340bscrape

A program to scrape data on hospital 340b covered entities

In this project, I use python, selenium webdriver, and SQlite3 to extract hospital data from a government website and store the information in a database.

The Health Resources and Services Adminstrations (HRSA), a department within the US government, maintains data on hospitals and their 340b status. 340b is a federal program, founded in the 1990s, that permits safety hospitals-- hospitals that serve disadvantaged populations-- to purchase drugs at a discounted price. Hospitals eligible to participate in 340b include hospitals serving a large percent of low-income patients, children's hospitals, and hospitals in rural areas, among others.

The goal of the 340b program is to reduce the cost of drugs in safety net hospitals, reducing patient out-of-pocket expenses and improving the quality of care. However, the effectiveness of 340b program is debated. Though 340b does not cost taxpayers money, some opponents worry that the drug discounts are misused by hospitals. PhRMA, the advocacy group representing the pharmaceutical industry, opposes the 340b program. AAMC, the American Associate of Medical Colleges, supports 340b.

Here, I use selenium webdriver, a web testing tool, to navigate the HRSA website.

Scraping Library	Pros	Cons
Beautiful Soup	Beginner-friendly html parsing	Slower, operates on one url
Selenium	Web testing, interacts with JavaScript elements	Less efficient than Scrapy
Scrapy	Asynchronous web crawling on multiple websites	Steep learning curve

entity.py

Defines the custom class "Entity". An entity has the following attributes:

Id - A unique alphanumeric ID assigned by the Office of Pharmacy Affairs (OPA)
Name
Subname - specifies the subdivision
Address
City
State

helpers.py

Defines functions used to interact with the HRSA website and scrape data.

search_by_id (parameters_list, element_ids, search_terms, driver)

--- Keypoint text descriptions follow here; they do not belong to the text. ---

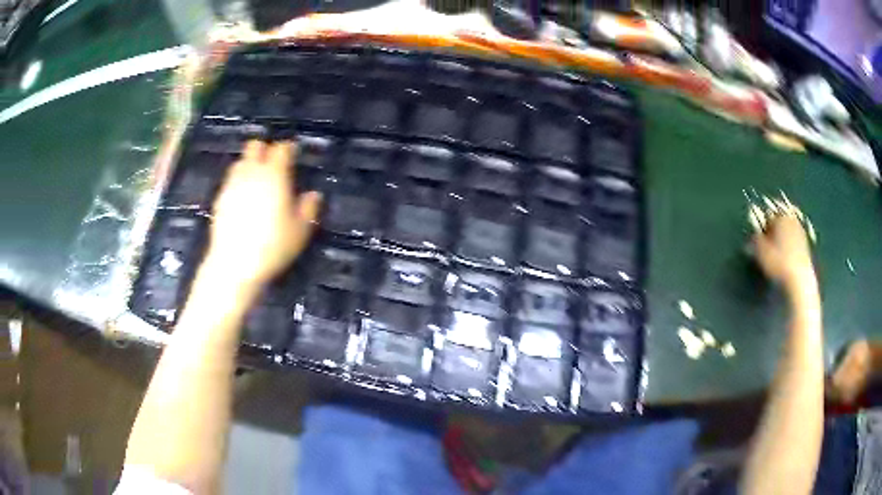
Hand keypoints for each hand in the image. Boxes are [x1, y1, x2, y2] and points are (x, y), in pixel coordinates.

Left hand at [204, 140, 320, 289]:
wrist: (234, 264)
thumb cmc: (272, 246)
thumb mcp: (300, 231)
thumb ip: (308, 208)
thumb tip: (313, 195)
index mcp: (274, 175)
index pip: (282, 149)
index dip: (289, 149)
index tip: (295, 154)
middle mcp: (252, 173)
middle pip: (255, 146)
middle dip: (265, 150)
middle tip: (274, 164)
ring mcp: (232, 184)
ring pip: (240, 161)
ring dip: (250, 164)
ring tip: (258, 180)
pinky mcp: (219, 199)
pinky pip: (230, 180)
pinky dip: (238, 181)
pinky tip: (244, 198)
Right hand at [753, 215, 815, 291]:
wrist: (799, 280)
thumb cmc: (778, 263)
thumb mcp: (760, 252)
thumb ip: (755, 241)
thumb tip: (752, 238)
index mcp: (780, 217)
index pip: (767, 217)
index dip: (762, 228)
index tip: (759, 241)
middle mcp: (792, 221)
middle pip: (779, 224)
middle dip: (773, 233)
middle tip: (767, 248)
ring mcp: (801, 233)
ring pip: (787, 234)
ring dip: (781, 242)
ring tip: (776, 256)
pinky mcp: (806, 247)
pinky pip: (793, 244)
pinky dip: (789, 249)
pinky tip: (785, 262)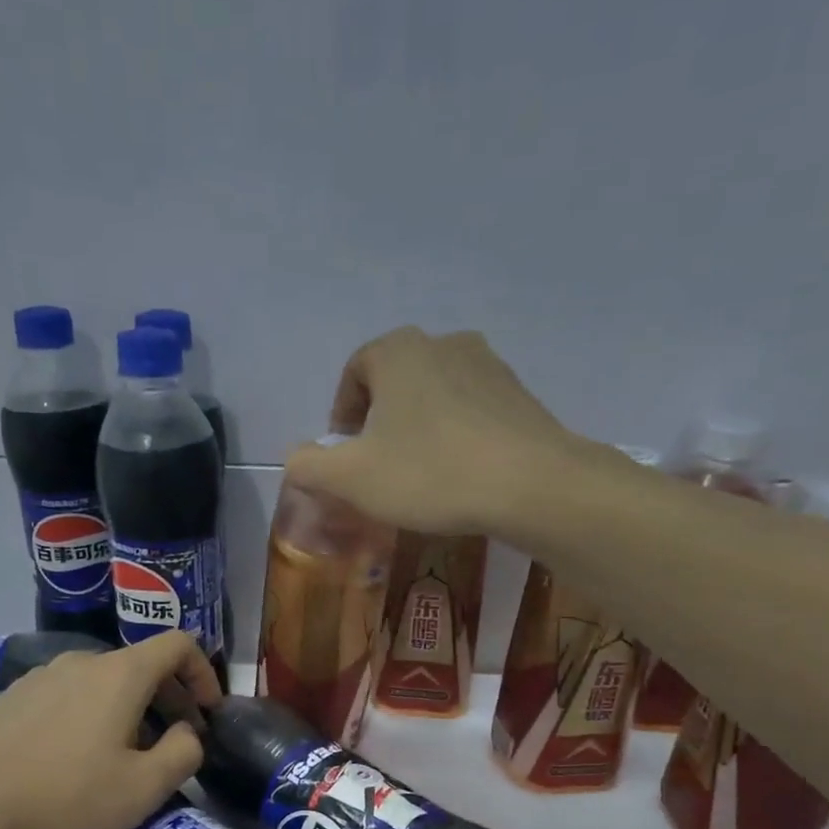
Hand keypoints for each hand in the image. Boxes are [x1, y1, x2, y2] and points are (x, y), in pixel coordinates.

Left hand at [0, 633, 220, 828]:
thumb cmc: (67, 798)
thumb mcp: (145, 788)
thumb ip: (184, 752)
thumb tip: (187, 733)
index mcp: (120, 674)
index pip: (178, 644)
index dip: (204, 673)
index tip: (209, 712)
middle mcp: (81, 662)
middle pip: (141, 664)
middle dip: (171, 698)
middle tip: (177, 741)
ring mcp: (41, 678)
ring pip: (104, 682)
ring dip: (131, 708)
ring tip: (128, 754)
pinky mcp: (12, 699)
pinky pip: (69, 695)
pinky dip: (92, 714)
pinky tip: (77, 757)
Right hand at [282, 327, 573, 534]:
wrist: (532, 484)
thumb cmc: (430, 473)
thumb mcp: (352, 478)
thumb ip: (310, 466)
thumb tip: (297, 459)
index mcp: (398, 352)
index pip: (355, 371)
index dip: (342, 413)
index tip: (344, 453)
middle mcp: (444, 343)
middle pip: (396, 382)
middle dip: (380, 422)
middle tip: (378, 467)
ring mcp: (489, 366)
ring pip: (436, 396)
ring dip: (420, 428)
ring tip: (421, 474)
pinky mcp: (520, 395)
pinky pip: (472, 412)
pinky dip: (457, 436)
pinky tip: (461, 475)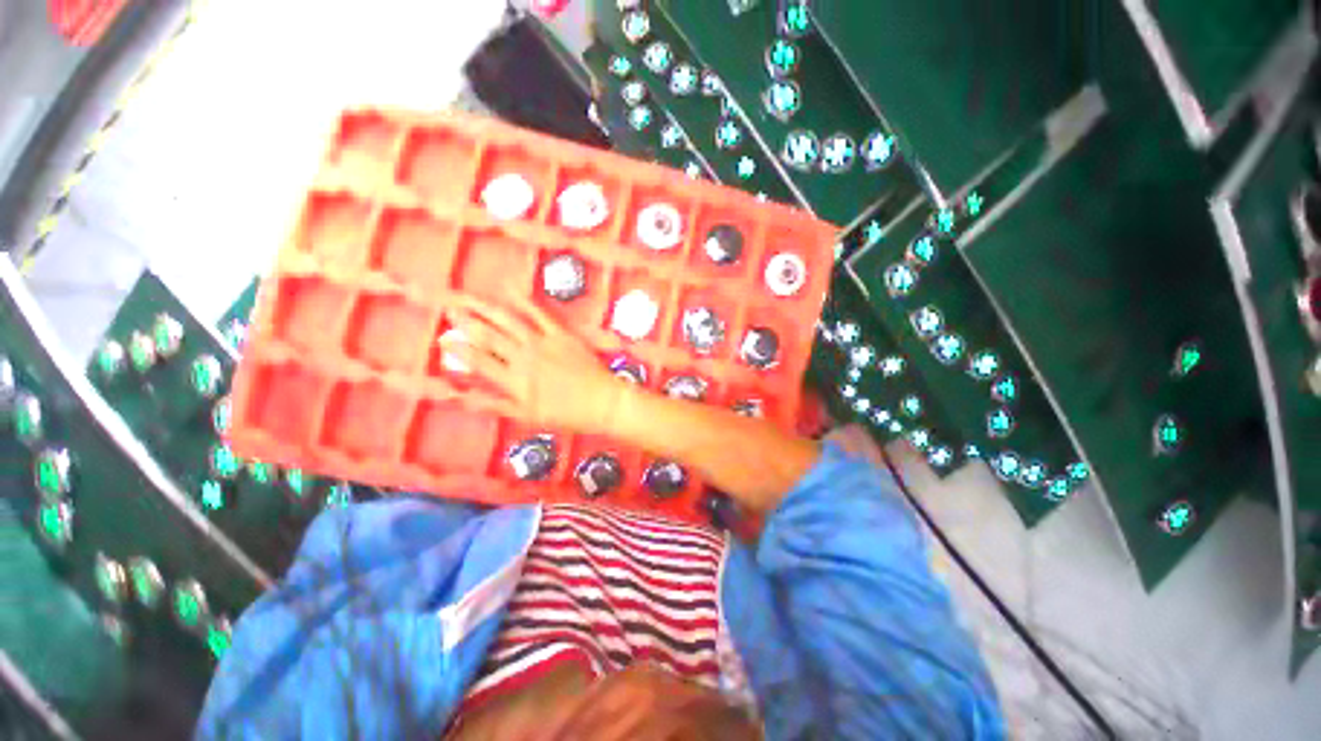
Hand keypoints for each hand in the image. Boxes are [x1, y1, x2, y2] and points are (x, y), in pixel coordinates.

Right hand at [440, 293, 628, 435]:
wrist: (603, 402)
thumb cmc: (568, 414)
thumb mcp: (530, 416)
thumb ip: (498, 404)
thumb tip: (467, 397)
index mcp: (514, 381)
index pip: (478, 360)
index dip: (458, 349)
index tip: (442, 338)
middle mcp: (523, 358)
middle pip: (487, 335)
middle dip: (464, 320)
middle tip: (446, 306)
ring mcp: (543, 342)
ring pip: (507, 320)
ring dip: (484, 307)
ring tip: (466, 296)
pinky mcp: (561, 333)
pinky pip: (539, 314)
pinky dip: (523, 300)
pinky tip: (509, 289)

parameters_list: a list of search parameters such as['state', 'class'], (where class can be Hospital or Non-Hospital) or ['state', 'keyword']
element_ids: a dictionary with search elements and their corresponding html ids. This allows you to locate the search fields.
search terms: a dictionary with specific search terms for all possible parameters. The default is {'state': all, 'keyword': '', 'class': 'Hospitals'}

wait_by_id (element_id, driver)

locates a web element by its id and waits for it to load

wait_by_class(element_class, driver)

locates a web element by its class and waits for it to load

read_data(row_count, entity_list, driver)

For every row of data...
Locates tabular data of interest based on xpaths
Stores the text from each data element in a dictionary
saves the data as an entity object and adds to a list of all entities

selenium_scraper.py

scrape_all (self, parameters, search_terms)

opens the url
searches entities based on parameters provided
waits for content to load and counts number of pages
For each page..
- waits for tabular data to load
- reads the data into a list

split_data(self, entity_list, parent_list, child_list)

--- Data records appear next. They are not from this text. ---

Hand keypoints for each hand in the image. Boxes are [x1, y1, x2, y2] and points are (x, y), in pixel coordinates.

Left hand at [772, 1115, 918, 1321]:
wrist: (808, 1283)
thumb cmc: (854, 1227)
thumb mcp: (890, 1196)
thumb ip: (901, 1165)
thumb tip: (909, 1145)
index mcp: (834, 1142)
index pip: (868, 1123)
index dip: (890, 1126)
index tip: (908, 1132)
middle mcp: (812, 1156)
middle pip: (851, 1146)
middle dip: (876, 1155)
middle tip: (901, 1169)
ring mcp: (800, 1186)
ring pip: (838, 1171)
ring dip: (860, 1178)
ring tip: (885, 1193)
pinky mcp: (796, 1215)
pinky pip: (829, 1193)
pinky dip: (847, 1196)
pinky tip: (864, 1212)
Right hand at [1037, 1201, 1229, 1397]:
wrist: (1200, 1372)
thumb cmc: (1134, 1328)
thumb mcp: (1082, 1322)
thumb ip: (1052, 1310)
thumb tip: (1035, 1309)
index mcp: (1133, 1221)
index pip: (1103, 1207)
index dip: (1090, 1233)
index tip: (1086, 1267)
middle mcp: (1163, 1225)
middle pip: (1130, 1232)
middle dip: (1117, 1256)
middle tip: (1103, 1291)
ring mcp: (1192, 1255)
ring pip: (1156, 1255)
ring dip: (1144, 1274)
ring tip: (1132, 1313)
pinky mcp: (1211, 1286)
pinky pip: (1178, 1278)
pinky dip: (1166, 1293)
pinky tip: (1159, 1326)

entity_list: contains all the scraped entities
parent_list, child_list: empty lists
reads the data on entities and classifies each entity as a parent or child based on whether or not there is a subdivision name.

sql_db.py

Sets up a SQL connect and creates a database
Creates 4 tables for a) all entities, b) parent entities, c) child entities, d) contract pharmacies

store_data(self, entities_list, table_name)

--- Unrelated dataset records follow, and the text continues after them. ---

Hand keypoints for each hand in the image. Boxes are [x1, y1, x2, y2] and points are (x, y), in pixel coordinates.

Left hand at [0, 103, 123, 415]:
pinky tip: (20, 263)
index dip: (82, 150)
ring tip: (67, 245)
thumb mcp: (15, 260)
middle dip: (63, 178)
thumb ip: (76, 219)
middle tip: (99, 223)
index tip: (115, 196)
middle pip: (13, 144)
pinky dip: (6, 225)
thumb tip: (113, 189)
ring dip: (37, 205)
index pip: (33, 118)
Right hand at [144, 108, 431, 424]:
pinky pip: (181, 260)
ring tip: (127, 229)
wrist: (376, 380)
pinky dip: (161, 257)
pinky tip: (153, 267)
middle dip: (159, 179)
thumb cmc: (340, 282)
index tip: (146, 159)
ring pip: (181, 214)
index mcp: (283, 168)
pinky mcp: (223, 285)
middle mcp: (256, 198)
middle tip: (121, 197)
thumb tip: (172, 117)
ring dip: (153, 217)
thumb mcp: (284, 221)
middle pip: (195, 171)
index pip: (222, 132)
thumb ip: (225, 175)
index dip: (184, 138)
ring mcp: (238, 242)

Takes as input a list of entity objects and inserts each entity into the specified table.

Notes: Child site- A clinic, department, or outpatient facility participating in the 340b program that is affiliated with a parent hospital

License

You are free to: Share — copy and redistribute the material in any medium or format Adapt — remix, transform, and build upon the material

Under the following terms: Attribution — You must give appropriate credit, provide a link to the license, and indicate if changes were made. You may do so in any reasonable manner, but not in any way that suggests the licensor endorses you or your use. NonCommercial — You may not use the material for commercial purposes.